Is there a Pythonic equivalent to Ruby's #each_cons?
In Ruby you can do this:
array = [1,2,3,4]
array.each_cons(2).to_a
=> [[1,2],[2,3],[3,4]]
9 Answers
I don't think there is one, I looked through the built-in module itertools, which is where I would expect it to be. You can simply create one though:
def each_cons(xs, n):
return [xs[i:i+n] for i in range(len(xs)-n+1)]
2 Comments
Blender
+1 for generic answer. Mine worked for
2, but after modifying it for an arbitrary cons, it looked like yours.
tokland
In general solutions that work also for iterables are preferrable, but well, it's ok for sequences. Nit-picking:
x is a collection, so better xs (naming is very important, even in examples. I'd even say it's more important in examples :)).For such things, itertools is the module you should be looking at:
from itertools import tee, izip
def pairwise(iterable):
"s -> (s0,s1), (s1,s2), (s2, s3), ..."
a, b = tee(iterable)
next(b, None)
return izip(a, b)
Then:
>>> list(pairwise([1, 2, 3, 4]))
[(1, 2), (2, 3), (3, 4)]
For an even more general solution, consider this:
def split_subsequences(iterable, length=2, overlap=0):
it = iter(iterable)
results = list(itertools.islice(it, length))
while len(results) == length:
yield results
results = results[length - overlap:]
results.extend(itertools.islice(it, length - overlap))
if results:
yield results
This allows arbitrary lengths of subsequences and arbitrary overlapping. Usage:
>> list(split_subsequences([1, 2, 3, 4], length=2))
[[1, 2], [3, 4]]
>> list(split_subsequences([1, 2, 3, 4], length=2, overlap=1))

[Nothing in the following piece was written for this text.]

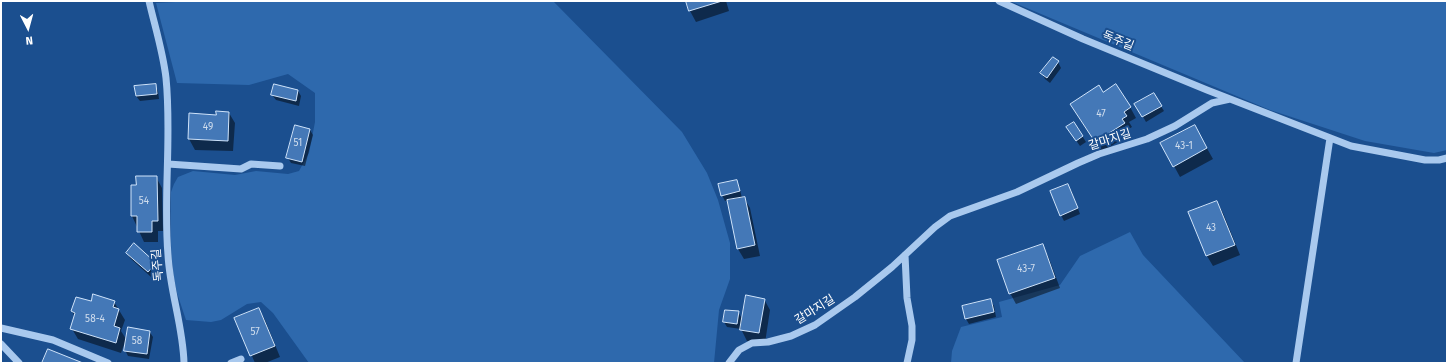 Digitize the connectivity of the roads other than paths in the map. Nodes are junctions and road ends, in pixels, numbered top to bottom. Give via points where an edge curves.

[[1, 2], [2, 3], [3, 4], [4]]
3 Comments
Ned Deily
Elias Dorneles
The general solution here does not behave like
each_cons when you have a sequence with insufficient length (each_cons returns nil). The implementation in snipsnipsnip's answer seems more appropriated in this regard.
Eric Duminil
list(split_subsequences([1, 2, 3, 4, 5, 6], length=3, overlap=1)) should return [[1,2,3],[2,3,4],[3,4,5],[4,5,6]] and not [[1, 2, 3], [3, 4, 5], [5, 6]].My solution for lists (Python2):
import itertools
def each_cons(xs, n):
return itertools.izip(*(xs[i:] for i in xrange(n)))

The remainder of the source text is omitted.